Interview de Nicolas Sarkozy : quoi de neuf sur le plan économique ?
Nicolas Sarkozy donnait jeudi 24 avril 2008 une interview très attendue par les Français. Quelle analyse peut-on faire des déclarations du président de la République sur le plan économique ?
![](http://www.agoravox.fr/local/cache-vignettes/L231xH187/nicolas-sarkozy-2-2-aa624.jpg)

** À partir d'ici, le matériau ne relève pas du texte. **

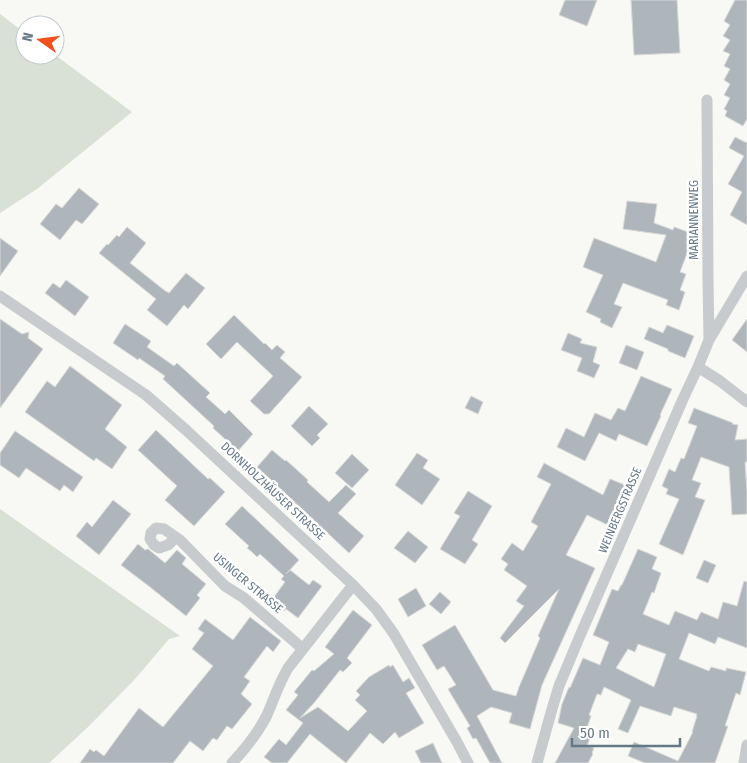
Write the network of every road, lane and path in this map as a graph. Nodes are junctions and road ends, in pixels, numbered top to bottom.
1 (707, 100) dead end
2 (747, 276) edge
3 (0, 296) edge
4 (709, 340) junction
5 (698, 367) junction
6 (747, 402) edge
7 (176, 538) dead end
8 (353, 585) junction
9 (303, 649) junction
10 (747, 745) edge
11 (232, 763) edge
12 (468, 763) edge
13 (537, 763) edge
14 (744, 763) edge

1 - 4 street, MARIANNENWEG
2 - 4 street, WEINBERGSTRASSE
3 - 8 street, DORNHOLZHÄUSER STRASSE
4 - 5 street, WEINBERGSTRASSE
5 - 6 street
5 - 13 street, WEINBERGSTRASSE
7 - 9 street, USINGER STRASSE
8 - 9 street
8 - 12 street, DORNHOLZHÄUSER STRASSE
9 - 11 street
10 - 14 street

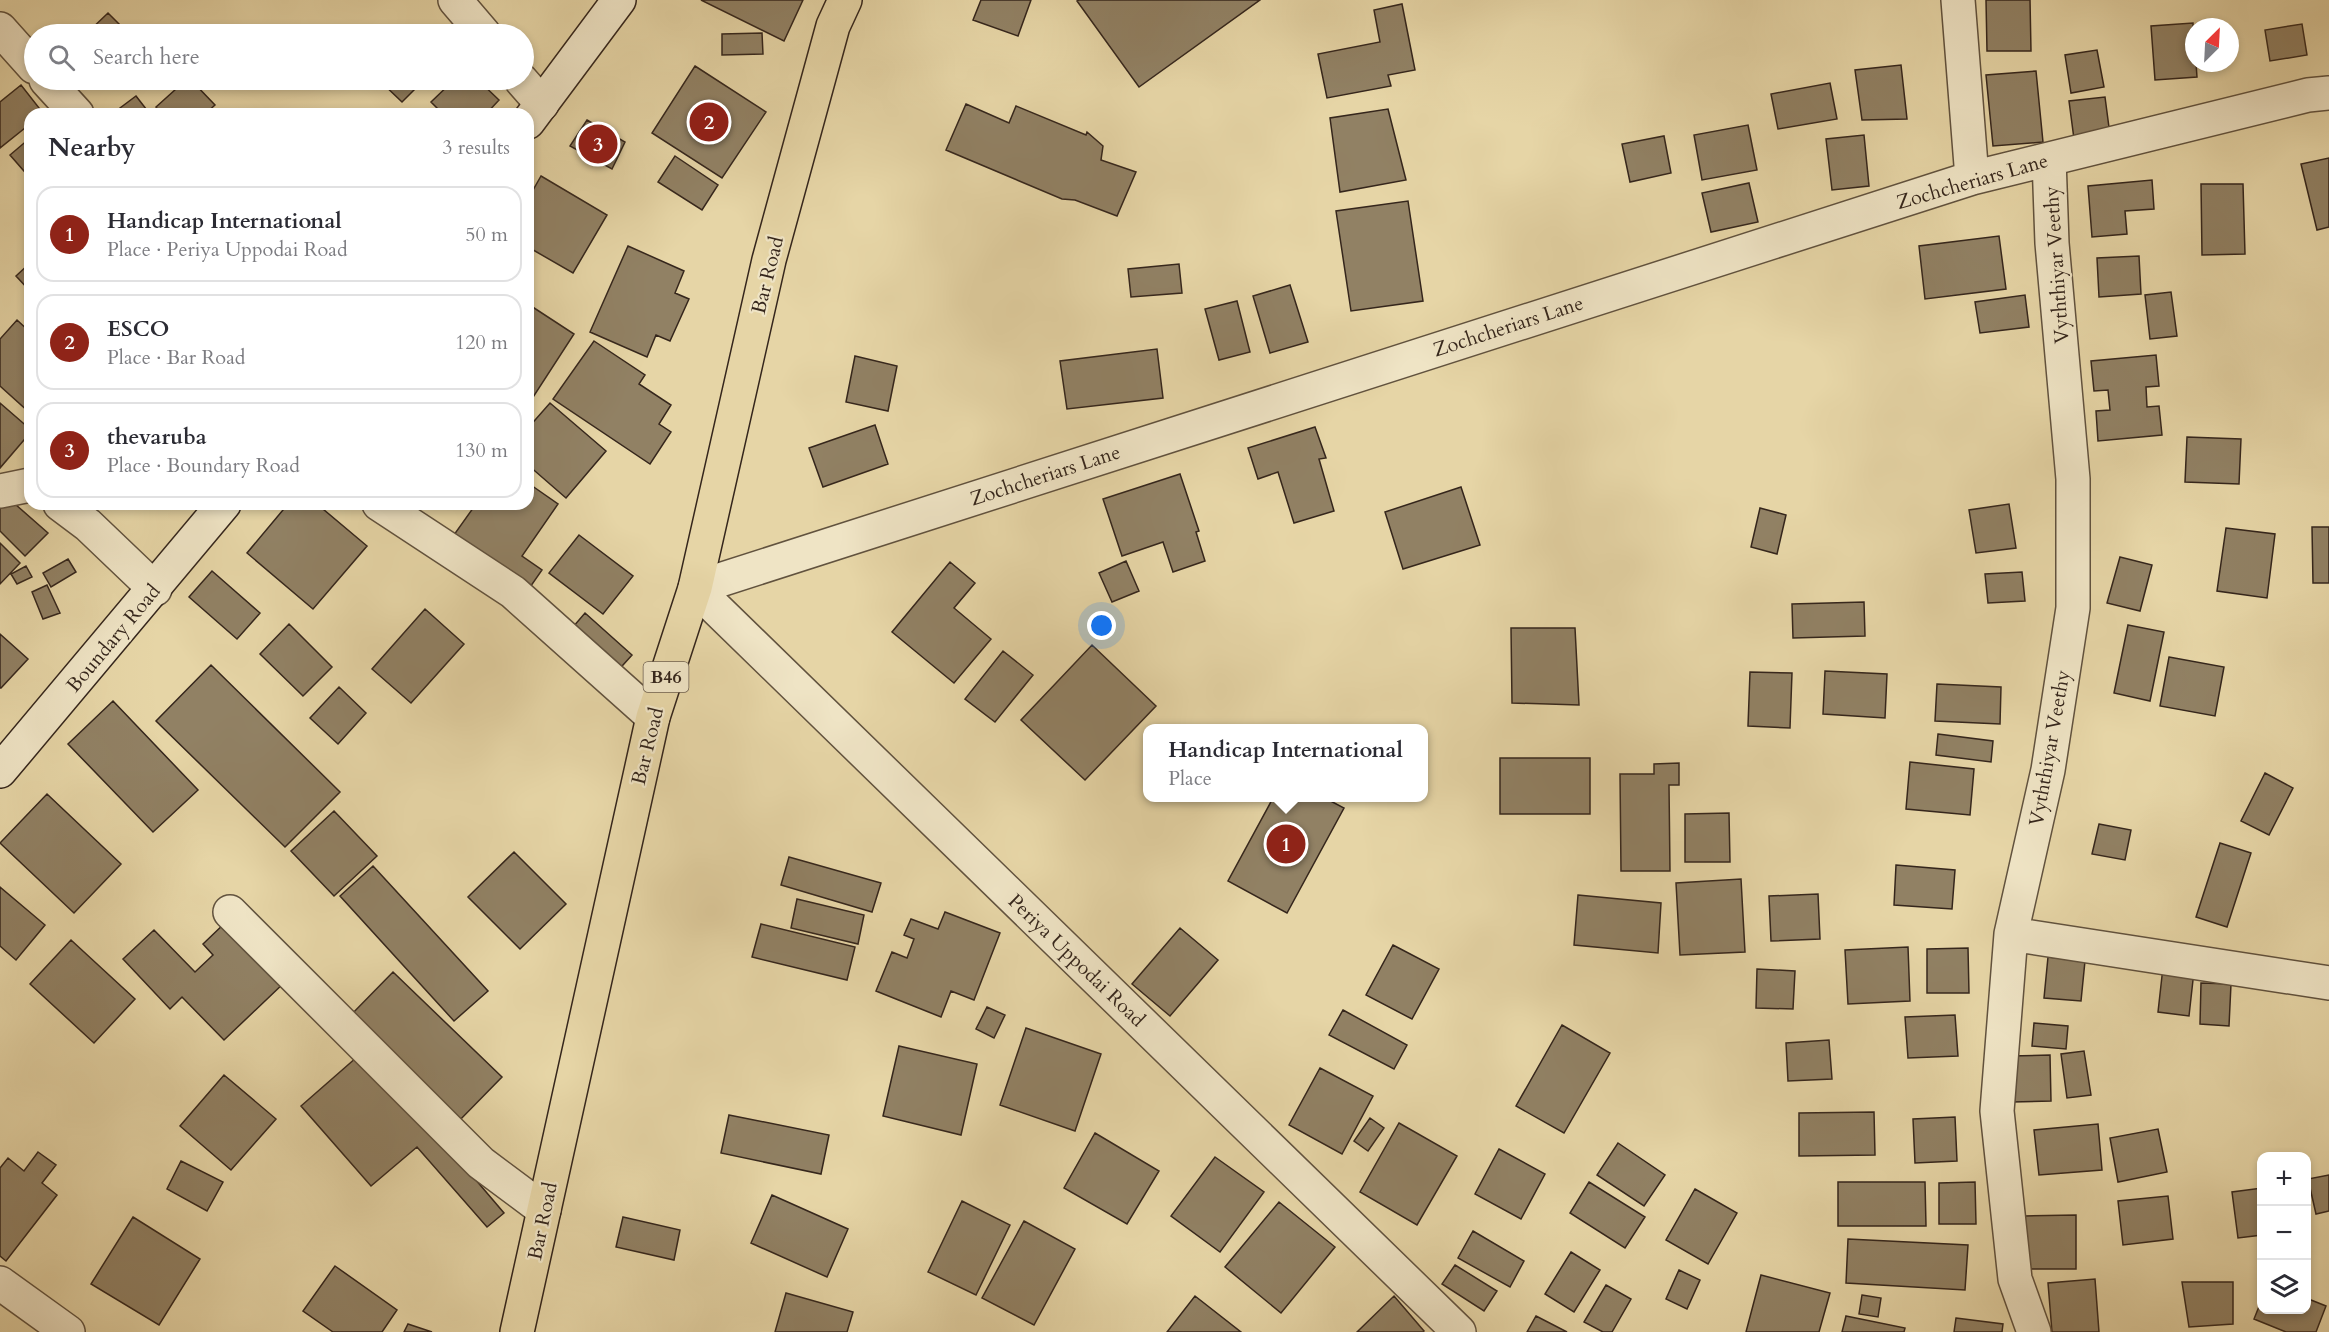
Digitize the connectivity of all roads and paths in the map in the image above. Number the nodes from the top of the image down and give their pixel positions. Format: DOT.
graph roads {
  1 [pos="455,0"];
  2 [pos="619,0"];
  3 [pos="1958,0"];
  4 [pos="837,9"];
  5 [pos="475,24"];
  6 [pos="0,29"];
  7 [pos="24,56"];
  8 [pos="55,90"];
  9 [pos="525,90"];
  10 [pos="2329,93"];
  11 [pos="72,108"];
  12 [pos="533,108"];
  13 [pos="535,113"];
  14 [pos="2049,159"];
  15 [pos="1972,178"];
  16 [pos="24,486"];
  17 [pos="0,491"];
  18 [pos="68,510"];
  19 [pos="219,510"];
  20 [pos="388,510"];
  21 [pos="695,588"];
  22 [pos="155,589"];
  23 [pos="652,717"];
  24 [pos="5,756"];
  25 [pos="230,912"];
  26 [pos="2011,934"];
  27 [pos="2329,983"];
  28 [pos="544,1210"];
  29 [pos="0,1283"];
  30 [pos="68,1332"];
  31 [pos="517,1332"];
  32 [pos="1459,1332"];
  33 [pos="2034,1332"];
  1 -- 5 [label="street"];
  2 -- 13 [label="street"];
  3 -- 15 [label="street"];
  4 -- 21 [label="main road, Bar Road / B46"];
  6 -- 7 [label="street"];
  8 -- 11 [label="street"];
  9 -- 12 [label="street"];
  10 -- 14 [label="street, Zochcheriars Lane"];
  14 -- 15 [label="street, Zochcheriars Lane"];
  14 -- 26 [label="street, Vyththiyar Veethy"];
  15 -- 21 [label="street, Zochcheriars Lane"];
  16 -- 17 [label="street"];
  18 -- 22 [label="street"];
  19 -- 22 [label="street, Boundary Road"];
  20 -- 23 [label="street"];
  21 -- 23 [label="main road, Bar Road / B46"];
  21 -- 32 [label="street, Periya Uppodai Road"];
  22 -- 24 [label="street, Boundary Road"];
  23 -- 28 [label="main road, Bar Road / B46"];
  25 -- 28 [label="street"];
  26 -- 27 [label="street"];
  26 -- 33 [label="street, Vyththiyar Veethy"];
  28 -- 31 [label="main road, Bar Road / B46"];
  29 -- 30 [label="street"];
}
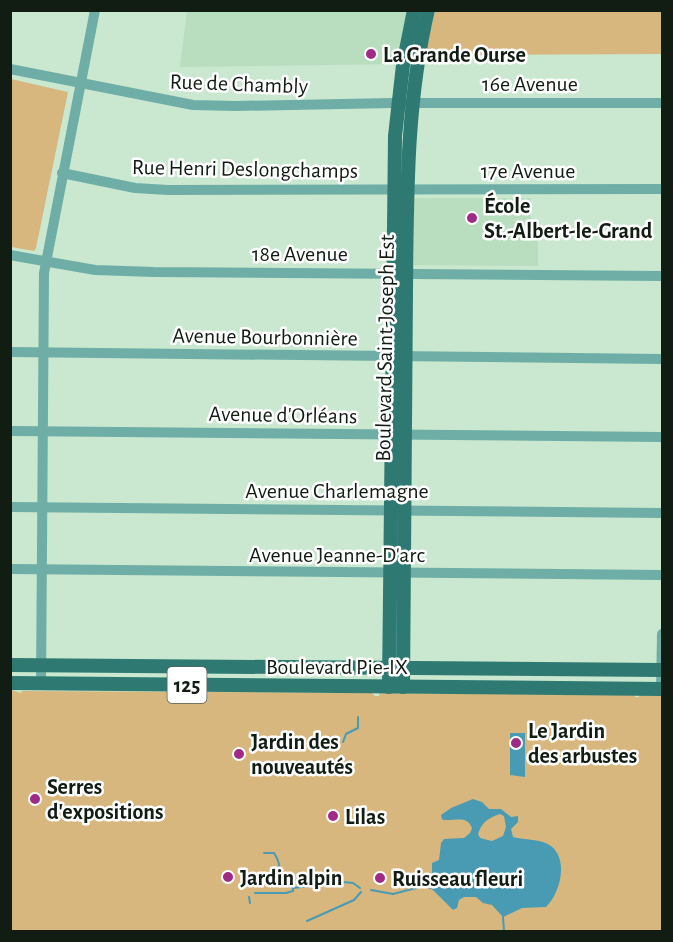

J’ai regardé l’interview de Nicolas Sarkozy avec un regard qui se portait vers l’entreprise et la conjoncture économique. D’habitude en regardant cet exercice je m’ennuie au bout de quelques minutes. Quel que soit le président. Cette fois-ci, je suis resté les 90 minutes, et j’ai continué sur la soirée débat qu’organisait France 2.
Un président rassembleur pour la France ?
Si vous n’avez pas regardé l’interview, vous avez manqué quelque chose. C’est un ovni médiatique que nous avons vu : Nicolas Sarkozy était à la fois lui, et pas lui. C’était un mélange entre le Nicolas Sarkozy, que vous avez connu en campagne électorale, et un président de la République (au sens où les Français l’attendent).
J’ai prêté attention à sa façon de faire, plus particulièrement s’il allait se mettre dans la peau de Jacques Chirac comme il avait pu le faire ces dernières semaines : je ne l’ai attrapé qu’une fois. Dans sa posture et sa façon de répondre. De façon assez choquante puisqu’à ce moment j’ai cru recevoir sans la demander une image subliminale du président Chirac.
Les décors étaient sublimes, mais l’organisation de l’espace avaient des airs de monarchie : c’est une impression de verticalité qui ressort. Tout d’abord avec l’organisation dans l’espace des gens : la place du président Nicolas Sarkozy en haut de l’écran ; en dessous, les journalistes, puis encore en dessous le "public". Mince et peu étalé en largeur. Ensuite, il y a les rideaux, les drapeaux et les piliers de la salle de l’Élysée lorsque le réalisateur élargissait les plans. On a l’impression que ces éléments de décor sortaient de terre ou du ciel. Enfin, les couleurs : du rouge entre sang et ocre, et du jaune or.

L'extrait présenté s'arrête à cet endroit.